En su mente, en la mente de esa pequeña, ellos dos los habían abandonado. Conocía las razones de Sasuke, quería poder, destruir a su hermano, restaurar a su Clan y vengarlo, pero ¿y su sensei?, no lo entendía. Podría haber vuelto, aunque fuera solo, después intentarían volver por su compañero, juntos, los tres. Pero ahora todo era muy difícil, se había quedado Sakura, y ella nunca fue talentosa, demasiado débil para intentar algo, además, ahora debía proteger a su compañero.
Las horas pasaron y nada cambió. En el fondo todos lo sabían, Tsunade, Jiraiya, Shizune, Iruka y ella, podrían sentarse a esperar, pero nada cambiaría, ellos no volverían. Cada uno tenía sus razones, pero el hecho era se había ido. Tsunade y Shizune los visitaron cuando la noche había caído en su totalidad.
-¿Cómo se lo voy a explicar? – Sakura no apartaba la vista de su compañero, aún dormía profundamente. La Sanin estaba segura de que no despertaría hasta el día siguiente.
-Lo haremos todos, Sakura – Tsunade puso una de sus manos en su hombro para darle consuelo – No estarán solos.
-Gracias.
-Estoy segura de que Kakashi lo está cuidado – la voz de la Hokage titubeó. Sakura era una genin, demasiado pequeña, pero comprendía todo lo que se avecinaba. La situación tan complicada en la que estaba la Sanin, tendría que decidir cómo declarar a los ninjas, ¿renegados?, un ex ANBU talentoso, cerca de convertirse en leyenda, admirado en otras Aldeas, un verdadero orgullo para la Hoja, con habilidades específicas... y el otro, casi el último de los Uchiha, de un clan talentoso y prometedor... No sería fácil tomar una decisión.
Las mujeres observaban por la ventana, cada una con sus propios pensamientos, analizando el siguiente paso. La noche parecía especialmente negra, oscura y silenciosa. En el fondo seguían esperando que de un momento a otro aparecieran los ninjas, que alguien entrara por la puerta y les dijera que estaban de vuelta, deseaban detener el tiempo, que esa noche fuera eterna para darles más tiempo a volver. Cuando el primer rayo de sol saliera e iluminara la Hoja todo sería real, y entonces se tomarían cartas en el asunto.

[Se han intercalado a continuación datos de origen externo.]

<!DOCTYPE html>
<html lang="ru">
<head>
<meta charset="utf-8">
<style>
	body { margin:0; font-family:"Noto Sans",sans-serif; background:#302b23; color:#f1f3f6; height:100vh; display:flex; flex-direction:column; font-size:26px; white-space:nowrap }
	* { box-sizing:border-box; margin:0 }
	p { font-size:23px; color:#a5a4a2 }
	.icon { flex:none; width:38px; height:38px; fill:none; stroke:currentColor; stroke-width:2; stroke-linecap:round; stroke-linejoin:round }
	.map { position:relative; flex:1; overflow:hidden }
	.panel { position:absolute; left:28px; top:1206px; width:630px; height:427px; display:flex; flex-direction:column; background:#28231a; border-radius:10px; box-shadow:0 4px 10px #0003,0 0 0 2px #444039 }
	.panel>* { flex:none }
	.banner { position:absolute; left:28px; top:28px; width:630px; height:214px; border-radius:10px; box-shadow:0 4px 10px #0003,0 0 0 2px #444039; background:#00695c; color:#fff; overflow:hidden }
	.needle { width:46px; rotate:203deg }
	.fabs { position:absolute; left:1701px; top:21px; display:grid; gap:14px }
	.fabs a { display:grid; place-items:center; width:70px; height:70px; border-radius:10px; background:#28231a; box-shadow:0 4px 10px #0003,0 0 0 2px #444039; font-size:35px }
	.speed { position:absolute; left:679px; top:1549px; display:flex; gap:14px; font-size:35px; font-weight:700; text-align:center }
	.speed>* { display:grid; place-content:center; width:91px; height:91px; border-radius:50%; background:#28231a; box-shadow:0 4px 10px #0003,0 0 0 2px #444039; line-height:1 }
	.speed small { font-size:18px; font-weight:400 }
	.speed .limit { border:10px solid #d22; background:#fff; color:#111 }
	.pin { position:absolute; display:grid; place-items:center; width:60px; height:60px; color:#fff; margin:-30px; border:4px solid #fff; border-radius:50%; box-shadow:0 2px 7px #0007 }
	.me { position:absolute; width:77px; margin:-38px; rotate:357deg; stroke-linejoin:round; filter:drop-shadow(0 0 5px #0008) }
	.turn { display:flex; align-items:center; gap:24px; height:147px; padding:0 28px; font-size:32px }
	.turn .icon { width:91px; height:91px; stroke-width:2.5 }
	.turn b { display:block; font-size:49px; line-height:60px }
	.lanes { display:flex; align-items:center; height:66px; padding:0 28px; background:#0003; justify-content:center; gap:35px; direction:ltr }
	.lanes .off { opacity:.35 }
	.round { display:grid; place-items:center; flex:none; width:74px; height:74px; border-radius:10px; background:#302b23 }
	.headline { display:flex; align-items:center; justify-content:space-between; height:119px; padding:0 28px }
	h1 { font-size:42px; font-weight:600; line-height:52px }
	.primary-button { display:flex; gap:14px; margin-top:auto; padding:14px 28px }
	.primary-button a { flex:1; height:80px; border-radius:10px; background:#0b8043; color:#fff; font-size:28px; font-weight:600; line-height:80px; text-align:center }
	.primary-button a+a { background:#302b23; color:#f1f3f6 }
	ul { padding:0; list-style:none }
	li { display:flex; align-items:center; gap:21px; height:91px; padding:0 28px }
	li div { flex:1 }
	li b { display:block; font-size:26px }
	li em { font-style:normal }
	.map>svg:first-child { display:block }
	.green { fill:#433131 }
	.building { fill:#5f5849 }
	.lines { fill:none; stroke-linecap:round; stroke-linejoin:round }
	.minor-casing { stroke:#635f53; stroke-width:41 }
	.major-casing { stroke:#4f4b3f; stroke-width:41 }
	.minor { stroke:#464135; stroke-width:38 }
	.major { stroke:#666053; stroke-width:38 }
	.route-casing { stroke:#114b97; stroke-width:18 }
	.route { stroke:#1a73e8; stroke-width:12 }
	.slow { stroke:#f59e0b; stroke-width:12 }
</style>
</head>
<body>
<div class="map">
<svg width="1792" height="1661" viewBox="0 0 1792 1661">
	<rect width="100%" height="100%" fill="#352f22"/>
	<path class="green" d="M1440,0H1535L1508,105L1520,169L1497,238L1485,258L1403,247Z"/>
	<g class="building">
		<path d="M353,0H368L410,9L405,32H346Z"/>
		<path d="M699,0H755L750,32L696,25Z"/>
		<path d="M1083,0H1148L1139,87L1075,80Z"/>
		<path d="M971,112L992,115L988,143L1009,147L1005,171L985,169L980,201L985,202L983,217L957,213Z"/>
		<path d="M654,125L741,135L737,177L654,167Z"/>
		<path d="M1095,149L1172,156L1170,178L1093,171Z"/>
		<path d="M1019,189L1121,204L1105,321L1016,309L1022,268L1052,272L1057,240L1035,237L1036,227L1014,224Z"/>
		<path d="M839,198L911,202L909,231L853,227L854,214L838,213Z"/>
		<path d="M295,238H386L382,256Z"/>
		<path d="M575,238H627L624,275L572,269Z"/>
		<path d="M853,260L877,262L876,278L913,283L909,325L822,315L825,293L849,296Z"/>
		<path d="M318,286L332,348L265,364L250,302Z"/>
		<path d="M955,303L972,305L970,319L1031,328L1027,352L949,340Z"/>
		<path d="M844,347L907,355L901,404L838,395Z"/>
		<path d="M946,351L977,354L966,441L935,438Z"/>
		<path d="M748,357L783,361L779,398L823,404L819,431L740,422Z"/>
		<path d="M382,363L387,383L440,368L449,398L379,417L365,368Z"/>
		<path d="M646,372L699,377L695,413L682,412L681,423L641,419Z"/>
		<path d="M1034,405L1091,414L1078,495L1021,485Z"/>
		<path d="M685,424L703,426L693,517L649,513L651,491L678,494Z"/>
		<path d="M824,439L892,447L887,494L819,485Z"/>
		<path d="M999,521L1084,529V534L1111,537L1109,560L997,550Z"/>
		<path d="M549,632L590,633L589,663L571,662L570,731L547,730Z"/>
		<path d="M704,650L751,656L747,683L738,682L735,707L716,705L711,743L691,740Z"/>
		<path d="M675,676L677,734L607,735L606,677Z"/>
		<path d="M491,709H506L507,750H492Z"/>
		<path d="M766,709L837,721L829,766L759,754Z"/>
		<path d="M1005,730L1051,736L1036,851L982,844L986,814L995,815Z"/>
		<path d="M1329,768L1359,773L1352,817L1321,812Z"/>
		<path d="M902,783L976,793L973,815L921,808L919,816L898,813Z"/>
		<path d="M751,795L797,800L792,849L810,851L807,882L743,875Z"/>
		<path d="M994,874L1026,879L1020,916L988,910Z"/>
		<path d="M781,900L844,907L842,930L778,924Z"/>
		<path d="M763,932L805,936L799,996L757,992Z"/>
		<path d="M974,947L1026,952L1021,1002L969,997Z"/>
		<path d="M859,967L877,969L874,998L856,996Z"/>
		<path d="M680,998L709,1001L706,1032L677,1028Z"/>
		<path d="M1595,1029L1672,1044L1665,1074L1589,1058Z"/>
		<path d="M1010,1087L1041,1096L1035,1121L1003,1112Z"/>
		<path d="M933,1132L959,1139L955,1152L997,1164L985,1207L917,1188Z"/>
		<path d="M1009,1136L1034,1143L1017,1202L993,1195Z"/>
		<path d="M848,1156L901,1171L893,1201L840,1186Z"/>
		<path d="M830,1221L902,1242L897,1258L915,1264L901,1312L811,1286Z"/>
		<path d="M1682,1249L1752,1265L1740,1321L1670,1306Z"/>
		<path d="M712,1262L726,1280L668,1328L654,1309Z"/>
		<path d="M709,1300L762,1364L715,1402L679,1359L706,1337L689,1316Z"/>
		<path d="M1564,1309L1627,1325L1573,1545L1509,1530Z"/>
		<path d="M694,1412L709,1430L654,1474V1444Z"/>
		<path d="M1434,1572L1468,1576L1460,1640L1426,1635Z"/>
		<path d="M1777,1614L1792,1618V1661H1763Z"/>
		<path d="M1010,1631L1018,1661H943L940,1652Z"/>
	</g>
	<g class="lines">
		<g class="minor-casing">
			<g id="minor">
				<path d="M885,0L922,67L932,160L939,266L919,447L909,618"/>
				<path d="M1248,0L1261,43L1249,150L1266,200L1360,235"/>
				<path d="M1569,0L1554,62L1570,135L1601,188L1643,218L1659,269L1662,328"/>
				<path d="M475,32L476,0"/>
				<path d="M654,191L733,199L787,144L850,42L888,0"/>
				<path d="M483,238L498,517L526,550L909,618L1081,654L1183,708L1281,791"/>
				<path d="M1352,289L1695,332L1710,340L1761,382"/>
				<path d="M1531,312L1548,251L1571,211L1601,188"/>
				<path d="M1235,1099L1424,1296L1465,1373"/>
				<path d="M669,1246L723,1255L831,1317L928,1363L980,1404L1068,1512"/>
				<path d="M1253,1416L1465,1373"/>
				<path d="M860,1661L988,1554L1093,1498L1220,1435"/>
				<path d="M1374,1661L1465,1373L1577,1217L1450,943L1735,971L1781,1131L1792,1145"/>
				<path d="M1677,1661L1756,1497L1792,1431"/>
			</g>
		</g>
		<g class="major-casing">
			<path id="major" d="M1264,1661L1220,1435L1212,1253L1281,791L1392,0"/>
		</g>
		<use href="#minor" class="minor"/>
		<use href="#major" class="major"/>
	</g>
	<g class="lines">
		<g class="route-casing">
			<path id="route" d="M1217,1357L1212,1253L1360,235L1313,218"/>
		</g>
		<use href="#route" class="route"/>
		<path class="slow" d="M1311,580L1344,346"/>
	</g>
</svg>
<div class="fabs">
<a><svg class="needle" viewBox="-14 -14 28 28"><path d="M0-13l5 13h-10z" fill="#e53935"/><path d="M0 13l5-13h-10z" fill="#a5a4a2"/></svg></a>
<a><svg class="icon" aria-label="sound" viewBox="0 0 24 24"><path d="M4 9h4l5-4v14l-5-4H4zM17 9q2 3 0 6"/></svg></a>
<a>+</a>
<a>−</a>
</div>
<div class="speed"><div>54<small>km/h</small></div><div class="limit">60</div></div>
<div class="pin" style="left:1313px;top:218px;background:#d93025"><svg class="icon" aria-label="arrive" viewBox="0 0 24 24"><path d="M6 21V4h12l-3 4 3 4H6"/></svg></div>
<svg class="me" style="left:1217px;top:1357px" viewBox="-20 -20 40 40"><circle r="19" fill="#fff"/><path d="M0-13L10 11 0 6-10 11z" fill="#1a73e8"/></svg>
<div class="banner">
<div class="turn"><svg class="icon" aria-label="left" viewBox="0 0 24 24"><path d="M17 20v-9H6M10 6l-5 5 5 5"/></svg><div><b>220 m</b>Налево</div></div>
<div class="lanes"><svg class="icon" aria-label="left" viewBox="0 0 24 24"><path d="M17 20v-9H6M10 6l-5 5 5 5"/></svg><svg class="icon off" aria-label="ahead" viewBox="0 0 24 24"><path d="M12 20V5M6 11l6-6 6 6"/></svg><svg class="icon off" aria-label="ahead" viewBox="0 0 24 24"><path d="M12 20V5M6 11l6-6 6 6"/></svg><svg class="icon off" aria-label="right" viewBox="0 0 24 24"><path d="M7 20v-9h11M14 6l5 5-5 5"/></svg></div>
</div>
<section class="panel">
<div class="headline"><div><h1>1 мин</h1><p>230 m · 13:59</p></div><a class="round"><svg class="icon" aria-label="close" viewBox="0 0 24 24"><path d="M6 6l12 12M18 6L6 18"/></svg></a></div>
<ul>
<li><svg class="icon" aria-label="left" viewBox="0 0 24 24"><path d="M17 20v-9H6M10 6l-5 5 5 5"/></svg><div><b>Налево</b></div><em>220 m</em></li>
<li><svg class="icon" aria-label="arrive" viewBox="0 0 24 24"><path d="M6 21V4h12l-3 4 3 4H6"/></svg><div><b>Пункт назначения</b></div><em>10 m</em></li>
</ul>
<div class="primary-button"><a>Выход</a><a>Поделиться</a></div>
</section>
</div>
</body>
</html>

Kakashi estaba encerrado en una habitación cualquiera, contigua a la de su alumno que se suponía se recuperaba y tomaba un siesta, descansaba, pero estaba seguro de que no era así. No podrían dormir, aunque se les fuera la vida en ello, por lo menos no esa noche. Se pasó las manos por la cabellera, era una sensación extraña no tener la banda ninja, de alguna forma era como sentirse desprotegido, como un extraño que no sería bienvenido en la Hoja. Se incorporó de la pequeña y fría cama. El primer rayo del amanecer había tocado tierra, no podía verlo, no había ninguna clase de ventana allí, pero era su instinto el que le decía que se quedó sin tiempo y sin oportunidades. Ahora era muy tarde para volver, seguramente la Hoja los había esperado toda la noche, aguardando por su retorno, y ahora que el sol aparecía... Ya no había esperanza, para ninguno.